Enabling Environment - Civic Engagement

Enabling environment for Civic Engagement signifies a set of conditions - often inter-related - that impact on the capacity of citizens and civil society organizations to engage in development processes in a sustained and effective manner, whether at the policy, program or project level. They include legal, regulatory and policy frameworks, and political, socio-cultural and economic factors. There are institutional factors within civil society that should be considered in thinking about this environment.
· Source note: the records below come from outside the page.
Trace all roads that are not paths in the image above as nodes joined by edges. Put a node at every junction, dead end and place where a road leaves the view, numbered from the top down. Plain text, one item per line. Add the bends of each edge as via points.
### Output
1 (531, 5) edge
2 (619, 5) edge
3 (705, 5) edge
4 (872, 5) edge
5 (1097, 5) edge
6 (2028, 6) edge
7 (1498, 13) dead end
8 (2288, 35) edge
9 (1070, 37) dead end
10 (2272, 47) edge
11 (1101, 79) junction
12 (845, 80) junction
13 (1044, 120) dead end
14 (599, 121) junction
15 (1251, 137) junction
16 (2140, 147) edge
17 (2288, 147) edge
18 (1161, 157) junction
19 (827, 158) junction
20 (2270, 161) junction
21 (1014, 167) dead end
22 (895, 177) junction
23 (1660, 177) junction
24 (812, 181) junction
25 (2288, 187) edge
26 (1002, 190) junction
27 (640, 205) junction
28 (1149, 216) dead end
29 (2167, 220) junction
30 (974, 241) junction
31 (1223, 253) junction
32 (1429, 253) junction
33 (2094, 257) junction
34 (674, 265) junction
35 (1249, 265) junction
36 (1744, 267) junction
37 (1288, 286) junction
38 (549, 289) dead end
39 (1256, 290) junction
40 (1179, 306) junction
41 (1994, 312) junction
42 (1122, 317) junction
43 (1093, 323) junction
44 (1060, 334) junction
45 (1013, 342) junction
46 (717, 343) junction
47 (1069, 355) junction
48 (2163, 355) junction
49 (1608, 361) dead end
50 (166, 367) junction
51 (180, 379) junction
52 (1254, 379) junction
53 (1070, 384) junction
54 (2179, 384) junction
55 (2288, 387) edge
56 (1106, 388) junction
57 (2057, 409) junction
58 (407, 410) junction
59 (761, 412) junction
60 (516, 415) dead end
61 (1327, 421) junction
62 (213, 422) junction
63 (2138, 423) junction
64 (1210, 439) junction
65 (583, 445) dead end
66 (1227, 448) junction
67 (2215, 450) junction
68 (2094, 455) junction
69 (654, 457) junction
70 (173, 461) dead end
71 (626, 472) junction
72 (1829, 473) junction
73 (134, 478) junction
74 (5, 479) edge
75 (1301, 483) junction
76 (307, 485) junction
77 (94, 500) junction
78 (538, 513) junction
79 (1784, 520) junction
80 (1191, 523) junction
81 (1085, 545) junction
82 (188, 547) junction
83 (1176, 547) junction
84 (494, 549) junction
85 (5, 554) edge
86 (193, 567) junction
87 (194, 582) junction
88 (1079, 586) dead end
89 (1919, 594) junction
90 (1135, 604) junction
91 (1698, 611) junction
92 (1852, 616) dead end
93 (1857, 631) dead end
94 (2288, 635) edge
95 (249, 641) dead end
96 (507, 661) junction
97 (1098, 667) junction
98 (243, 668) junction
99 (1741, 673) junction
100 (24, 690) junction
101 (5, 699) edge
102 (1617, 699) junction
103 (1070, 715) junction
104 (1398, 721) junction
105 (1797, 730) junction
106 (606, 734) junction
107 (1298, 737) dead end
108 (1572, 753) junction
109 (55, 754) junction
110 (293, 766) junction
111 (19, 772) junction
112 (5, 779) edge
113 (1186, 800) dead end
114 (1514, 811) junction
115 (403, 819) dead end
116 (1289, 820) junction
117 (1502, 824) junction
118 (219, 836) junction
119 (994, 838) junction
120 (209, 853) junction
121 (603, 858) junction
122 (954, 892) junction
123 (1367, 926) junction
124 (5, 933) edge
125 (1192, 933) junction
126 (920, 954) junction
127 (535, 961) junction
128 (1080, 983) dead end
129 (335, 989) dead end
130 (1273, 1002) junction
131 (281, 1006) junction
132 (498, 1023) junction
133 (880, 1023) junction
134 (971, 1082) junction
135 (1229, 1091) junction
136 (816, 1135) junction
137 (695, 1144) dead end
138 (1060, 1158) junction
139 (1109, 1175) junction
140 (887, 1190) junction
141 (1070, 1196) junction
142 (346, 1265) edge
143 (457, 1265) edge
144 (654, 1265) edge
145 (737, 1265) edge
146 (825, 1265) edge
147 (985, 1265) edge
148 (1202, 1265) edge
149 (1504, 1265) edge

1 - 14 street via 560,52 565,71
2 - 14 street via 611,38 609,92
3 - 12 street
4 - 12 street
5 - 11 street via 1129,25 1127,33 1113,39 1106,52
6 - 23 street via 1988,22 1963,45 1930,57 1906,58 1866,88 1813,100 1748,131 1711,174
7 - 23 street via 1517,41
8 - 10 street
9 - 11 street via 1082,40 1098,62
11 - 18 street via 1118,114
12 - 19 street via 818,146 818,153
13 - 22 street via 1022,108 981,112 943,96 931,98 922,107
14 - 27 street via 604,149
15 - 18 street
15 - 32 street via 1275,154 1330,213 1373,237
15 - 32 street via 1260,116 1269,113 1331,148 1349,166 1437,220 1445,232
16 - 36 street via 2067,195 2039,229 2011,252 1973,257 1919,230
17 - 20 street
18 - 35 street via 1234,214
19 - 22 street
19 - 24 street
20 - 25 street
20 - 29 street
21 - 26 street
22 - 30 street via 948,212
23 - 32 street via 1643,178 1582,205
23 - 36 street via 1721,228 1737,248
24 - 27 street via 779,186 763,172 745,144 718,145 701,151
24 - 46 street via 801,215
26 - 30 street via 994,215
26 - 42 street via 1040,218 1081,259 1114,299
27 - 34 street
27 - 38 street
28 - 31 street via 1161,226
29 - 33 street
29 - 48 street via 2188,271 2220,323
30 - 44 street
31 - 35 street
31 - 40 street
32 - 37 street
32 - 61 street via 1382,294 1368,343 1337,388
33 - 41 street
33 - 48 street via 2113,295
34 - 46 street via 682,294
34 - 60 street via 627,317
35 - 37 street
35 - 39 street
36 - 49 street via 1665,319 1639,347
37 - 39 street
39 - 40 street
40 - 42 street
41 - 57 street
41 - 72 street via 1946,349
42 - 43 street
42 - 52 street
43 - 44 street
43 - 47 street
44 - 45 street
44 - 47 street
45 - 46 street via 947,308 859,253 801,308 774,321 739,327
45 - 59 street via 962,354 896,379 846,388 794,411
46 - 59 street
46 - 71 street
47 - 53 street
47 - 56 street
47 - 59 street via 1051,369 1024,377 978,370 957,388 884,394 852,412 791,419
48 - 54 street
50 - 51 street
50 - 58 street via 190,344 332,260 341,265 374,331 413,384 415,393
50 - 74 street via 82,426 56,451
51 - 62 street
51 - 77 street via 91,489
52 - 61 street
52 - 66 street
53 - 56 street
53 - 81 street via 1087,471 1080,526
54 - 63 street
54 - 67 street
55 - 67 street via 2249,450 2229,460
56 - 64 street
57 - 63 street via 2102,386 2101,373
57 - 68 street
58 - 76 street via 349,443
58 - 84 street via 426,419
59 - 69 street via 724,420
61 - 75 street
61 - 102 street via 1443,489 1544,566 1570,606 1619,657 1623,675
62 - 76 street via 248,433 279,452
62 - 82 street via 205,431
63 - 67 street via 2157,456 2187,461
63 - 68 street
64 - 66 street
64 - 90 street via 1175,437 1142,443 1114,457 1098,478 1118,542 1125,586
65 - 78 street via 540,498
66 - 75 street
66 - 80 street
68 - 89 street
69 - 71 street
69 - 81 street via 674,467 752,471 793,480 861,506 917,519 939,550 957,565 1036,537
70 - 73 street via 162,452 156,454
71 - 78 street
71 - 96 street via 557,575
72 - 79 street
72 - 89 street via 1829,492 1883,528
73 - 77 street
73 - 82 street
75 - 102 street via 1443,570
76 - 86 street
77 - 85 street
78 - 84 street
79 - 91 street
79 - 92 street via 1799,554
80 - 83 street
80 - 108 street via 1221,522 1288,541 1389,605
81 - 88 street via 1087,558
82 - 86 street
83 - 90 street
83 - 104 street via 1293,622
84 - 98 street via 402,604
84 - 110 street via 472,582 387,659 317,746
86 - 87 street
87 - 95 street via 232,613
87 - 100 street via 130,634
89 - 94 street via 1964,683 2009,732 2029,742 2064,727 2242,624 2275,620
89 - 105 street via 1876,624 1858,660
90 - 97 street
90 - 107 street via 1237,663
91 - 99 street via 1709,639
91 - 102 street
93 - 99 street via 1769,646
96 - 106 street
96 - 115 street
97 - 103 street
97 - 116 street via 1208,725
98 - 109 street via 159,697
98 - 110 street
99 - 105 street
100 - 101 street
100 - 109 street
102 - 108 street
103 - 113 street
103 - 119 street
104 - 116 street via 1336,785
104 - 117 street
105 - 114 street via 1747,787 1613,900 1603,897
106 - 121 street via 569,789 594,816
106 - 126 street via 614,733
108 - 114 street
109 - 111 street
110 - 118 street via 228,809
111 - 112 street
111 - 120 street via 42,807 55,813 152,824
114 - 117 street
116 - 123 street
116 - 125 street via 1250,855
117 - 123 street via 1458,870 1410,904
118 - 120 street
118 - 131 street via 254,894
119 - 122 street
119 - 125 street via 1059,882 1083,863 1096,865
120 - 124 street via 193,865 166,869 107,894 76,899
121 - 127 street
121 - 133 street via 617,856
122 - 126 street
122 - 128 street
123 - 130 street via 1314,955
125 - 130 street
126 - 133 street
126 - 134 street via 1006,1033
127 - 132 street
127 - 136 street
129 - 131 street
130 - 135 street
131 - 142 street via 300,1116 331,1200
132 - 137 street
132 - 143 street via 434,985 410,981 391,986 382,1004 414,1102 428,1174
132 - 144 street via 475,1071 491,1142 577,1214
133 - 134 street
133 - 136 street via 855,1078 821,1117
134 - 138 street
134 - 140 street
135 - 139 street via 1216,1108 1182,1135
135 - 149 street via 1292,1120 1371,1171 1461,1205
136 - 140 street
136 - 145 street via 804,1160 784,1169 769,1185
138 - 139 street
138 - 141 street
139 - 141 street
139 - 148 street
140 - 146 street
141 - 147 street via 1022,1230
It is increasingly being recognized that civil society is an important agent of development alongside the market and the state. Civil Society Organizations (CSOs) are important actors in building necessary social consensus for economic reforms and long term development, in promoting effective governance by fostering transparency and accountability of public institutions, and in efforts to fight inequality and exclusion. CSOs also have an increasingly critical role in the direct delivery of social and economic services, and in improving natural resource management and environmental protection through collective action.
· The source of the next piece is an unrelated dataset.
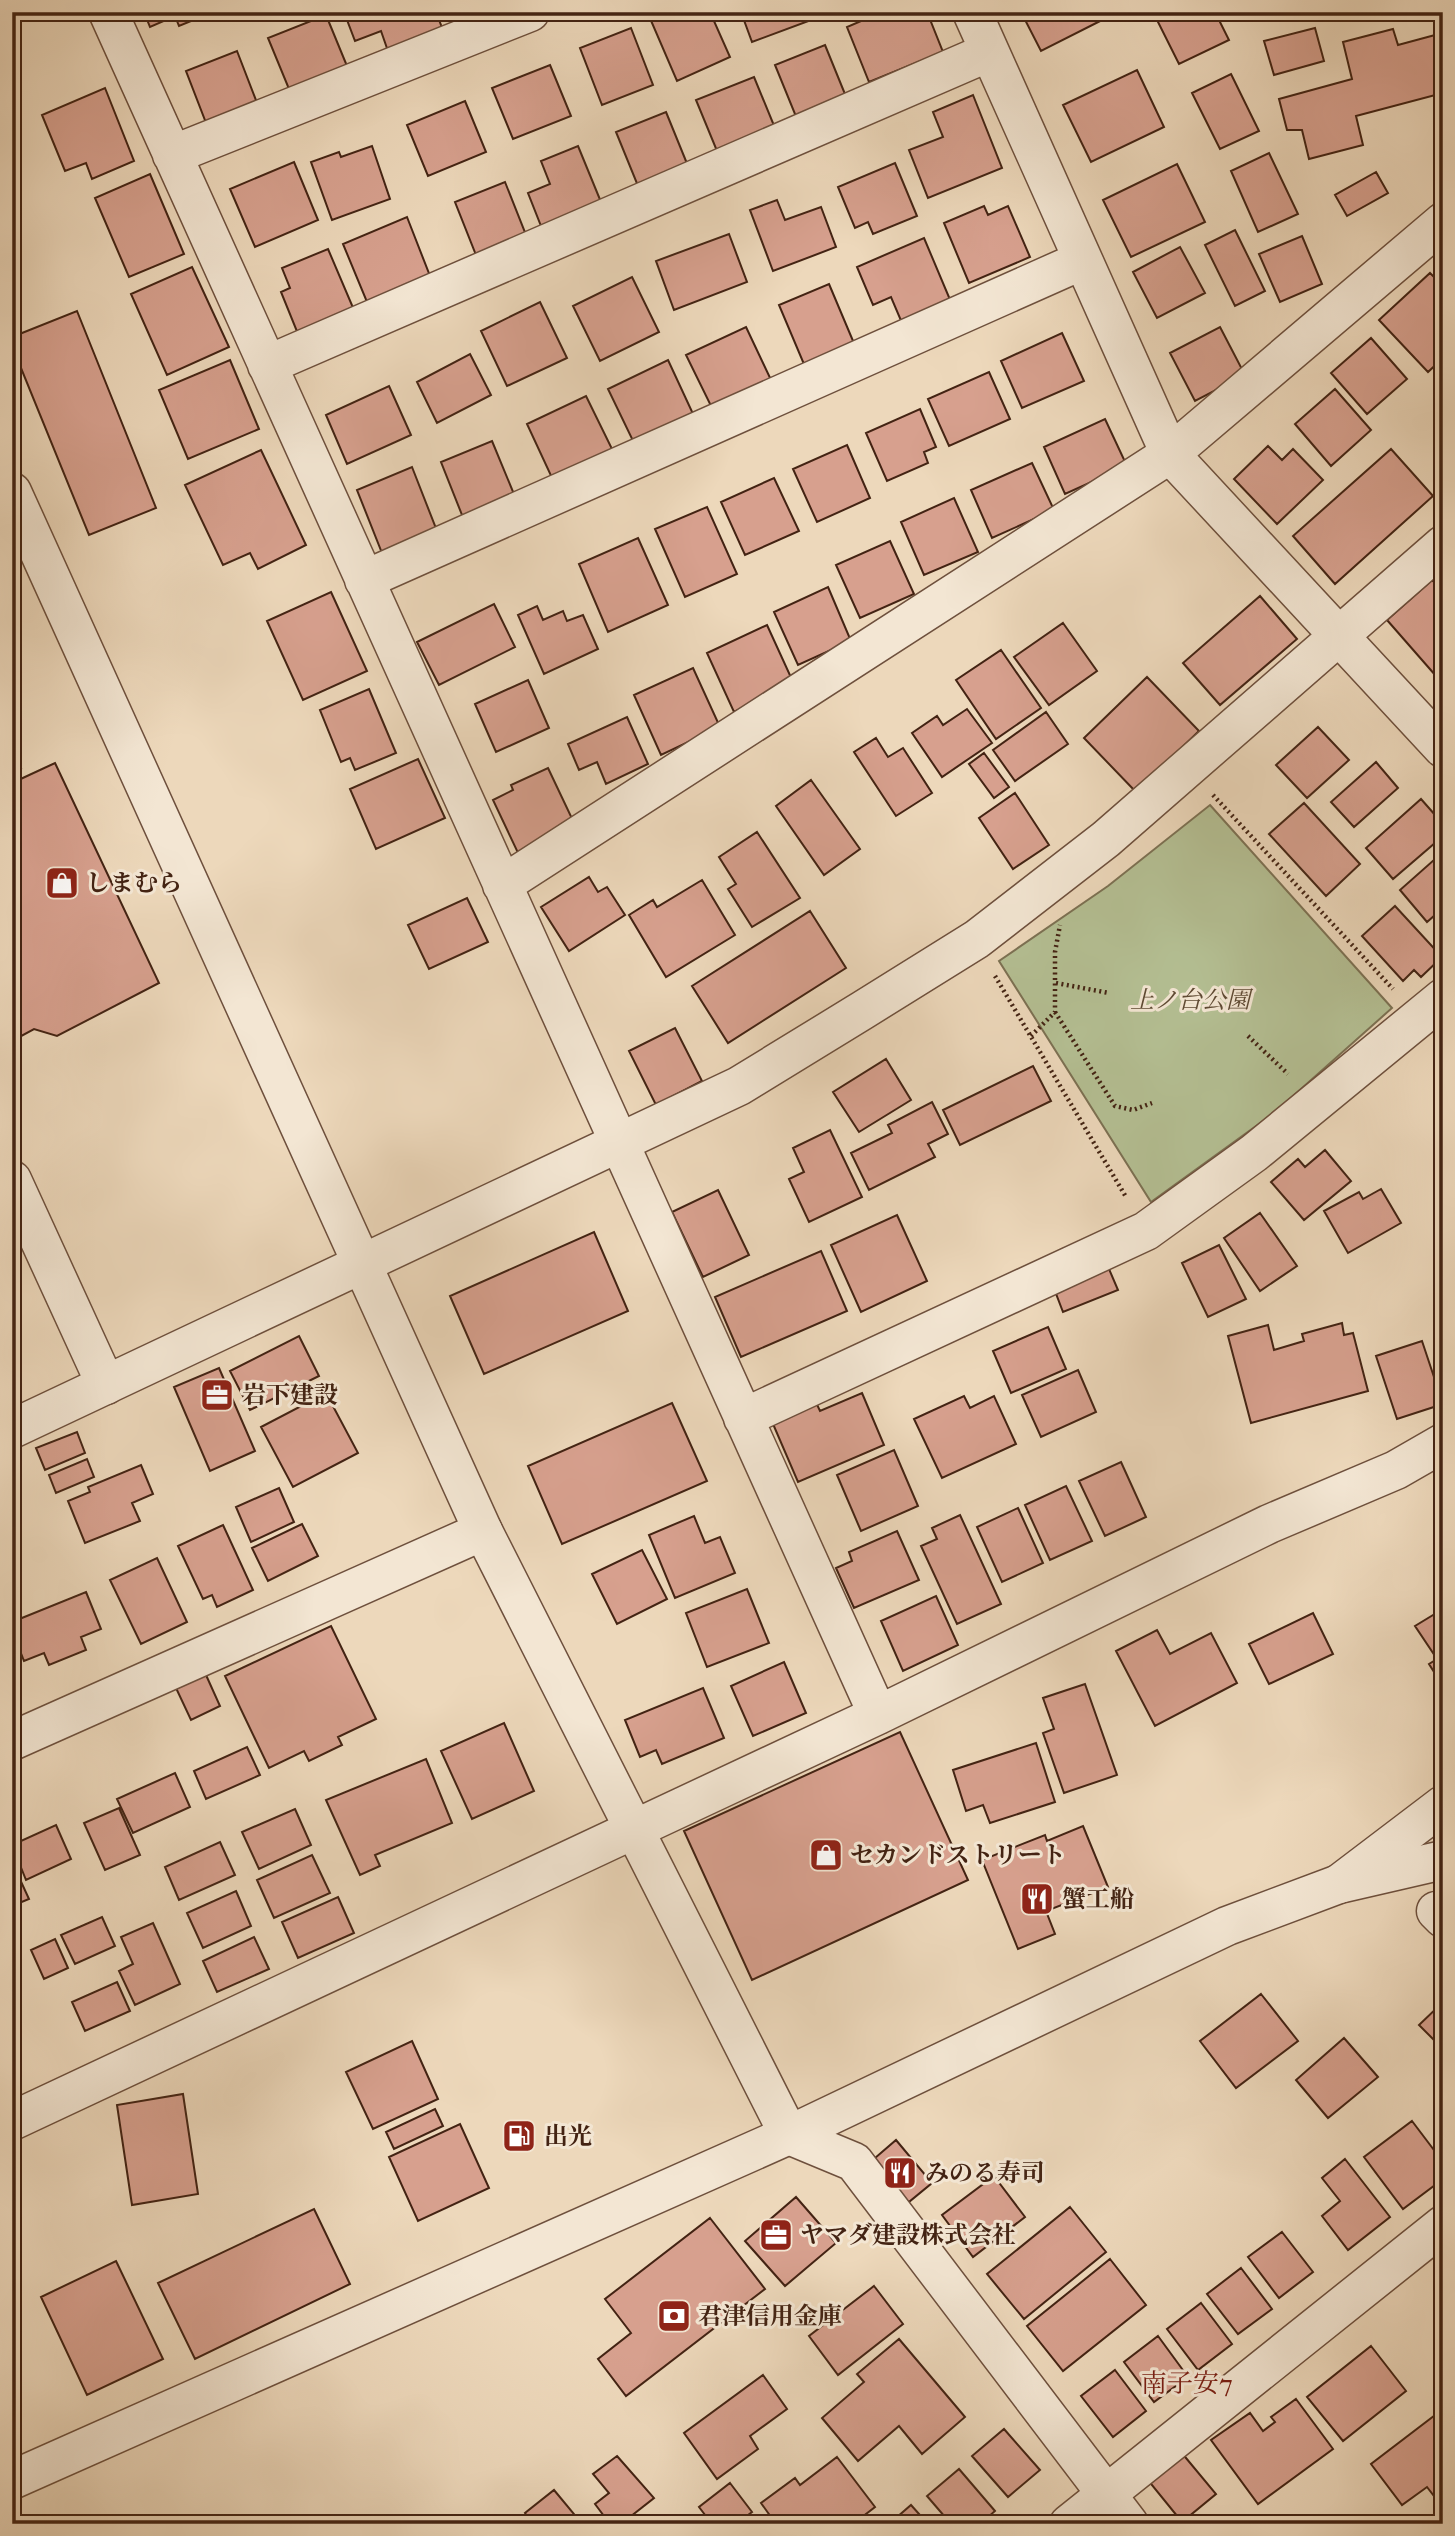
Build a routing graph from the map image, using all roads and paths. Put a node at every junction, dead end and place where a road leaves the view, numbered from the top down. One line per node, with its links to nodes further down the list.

The existence of mechanisms of social accountability can lead to significant changes in both the decisiveness and accountability of governments. In terms of decisiveness, or fulfilling expectations, vertical mechanisms enable civil society and government to work towards:

  • Improving public expenditure targeting of social programs through improved knowledge of citizen needs.
  • Enhancing the quality of services delivered through the issuing of citizens’ report cards.
  • Improving the allocation of budget resources through the incorporation of citizen feedback on budget proposals.
  • Enhancing public expenditure effectiveness trough participatory tracking and monitoring systems.

These mechanisms also lead to a better management of expectations. They provide civil society with a more realistic understanding of budgetary constraints and the difficult choices inherent in deciding where best to allocate scarce resources and how best to meet the needs of a diverse population.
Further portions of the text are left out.